Japanese rugby union club, based in Yachiyo

IBM Big Blue is a Japanese semi-professional rugby union team in the Top League. The team was founded in 1976 by IBM. The company decided to make rugby, along with baseball and American football, one of the official company sports in 1989, which allowed the rugby club to gain support and momentum.
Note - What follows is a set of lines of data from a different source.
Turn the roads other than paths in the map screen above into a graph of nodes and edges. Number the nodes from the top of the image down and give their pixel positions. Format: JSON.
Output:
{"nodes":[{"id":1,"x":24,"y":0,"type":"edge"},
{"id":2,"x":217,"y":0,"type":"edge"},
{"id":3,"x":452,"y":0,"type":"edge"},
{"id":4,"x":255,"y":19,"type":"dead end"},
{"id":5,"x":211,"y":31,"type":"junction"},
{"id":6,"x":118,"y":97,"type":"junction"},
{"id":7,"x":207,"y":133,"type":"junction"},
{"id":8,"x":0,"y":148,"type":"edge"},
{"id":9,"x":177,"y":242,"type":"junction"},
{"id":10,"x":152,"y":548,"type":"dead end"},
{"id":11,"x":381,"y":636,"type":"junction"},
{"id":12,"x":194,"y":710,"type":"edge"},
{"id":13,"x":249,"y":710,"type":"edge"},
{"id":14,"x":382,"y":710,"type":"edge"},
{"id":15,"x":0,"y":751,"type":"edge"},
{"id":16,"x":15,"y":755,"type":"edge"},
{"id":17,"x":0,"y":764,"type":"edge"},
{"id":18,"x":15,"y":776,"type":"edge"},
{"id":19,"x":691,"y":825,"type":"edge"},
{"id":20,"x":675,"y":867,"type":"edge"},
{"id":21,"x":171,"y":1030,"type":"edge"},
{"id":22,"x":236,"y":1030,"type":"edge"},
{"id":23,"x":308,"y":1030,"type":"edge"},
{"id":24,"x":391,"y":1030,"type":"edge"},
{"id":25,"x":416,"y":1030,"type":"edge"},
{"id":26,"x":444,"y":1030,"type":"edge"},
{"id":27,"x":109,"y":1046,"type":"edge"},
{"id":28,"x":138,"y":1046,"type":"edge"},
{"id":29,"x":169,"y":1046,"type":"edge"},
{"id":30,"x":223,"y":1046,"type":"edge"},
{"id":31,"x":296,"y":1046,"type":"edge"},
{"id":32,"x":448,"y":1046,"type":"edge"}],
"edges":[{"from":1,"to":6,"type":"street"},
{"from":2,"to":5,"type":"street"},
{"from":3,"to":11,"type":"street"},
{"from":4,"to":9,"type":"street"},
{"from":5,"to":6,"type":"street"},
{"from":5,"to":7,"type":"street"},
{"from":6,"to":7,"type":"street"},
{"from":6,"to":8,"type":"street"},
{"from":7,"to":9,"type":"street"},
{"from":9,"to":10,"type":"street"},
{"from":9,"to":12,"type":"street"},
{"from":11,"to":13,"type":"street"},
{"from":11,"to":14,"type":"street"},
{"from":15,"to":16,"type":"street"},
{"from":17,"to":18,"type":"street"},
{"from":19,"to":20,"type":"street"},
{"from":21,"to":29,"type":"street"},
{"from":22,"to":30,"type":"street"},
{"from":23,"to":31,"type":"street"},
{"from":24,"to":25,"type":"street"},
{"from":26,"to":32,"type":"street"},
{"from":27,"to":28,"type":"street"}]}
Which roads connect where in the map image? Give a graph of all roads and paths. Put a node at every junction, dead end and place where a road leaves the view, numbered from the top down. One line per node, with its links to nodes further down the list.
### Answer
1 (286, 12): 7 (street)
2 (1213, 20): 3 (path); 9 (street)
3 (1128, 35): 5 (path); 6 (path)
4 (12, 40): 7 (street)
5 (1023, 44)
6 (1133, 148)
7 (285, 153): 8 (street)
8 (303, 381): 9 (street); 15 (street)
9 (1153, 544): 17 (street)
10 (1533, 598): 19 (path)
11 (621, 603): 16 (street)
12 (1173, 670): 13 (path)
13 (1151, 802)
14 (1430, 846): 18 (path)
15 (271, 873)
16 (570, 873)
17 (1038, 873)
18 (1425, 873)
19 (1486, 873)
Big Blue won promotion from the Japan East Ten league to the Top League at the end of the League's first season (2003-4) but was then automatically relegated by coming 12th in the second season (2004-5). The team returned to the Top League for the 2006-7 season. It is based in Chiba prefecture in the Kanto area.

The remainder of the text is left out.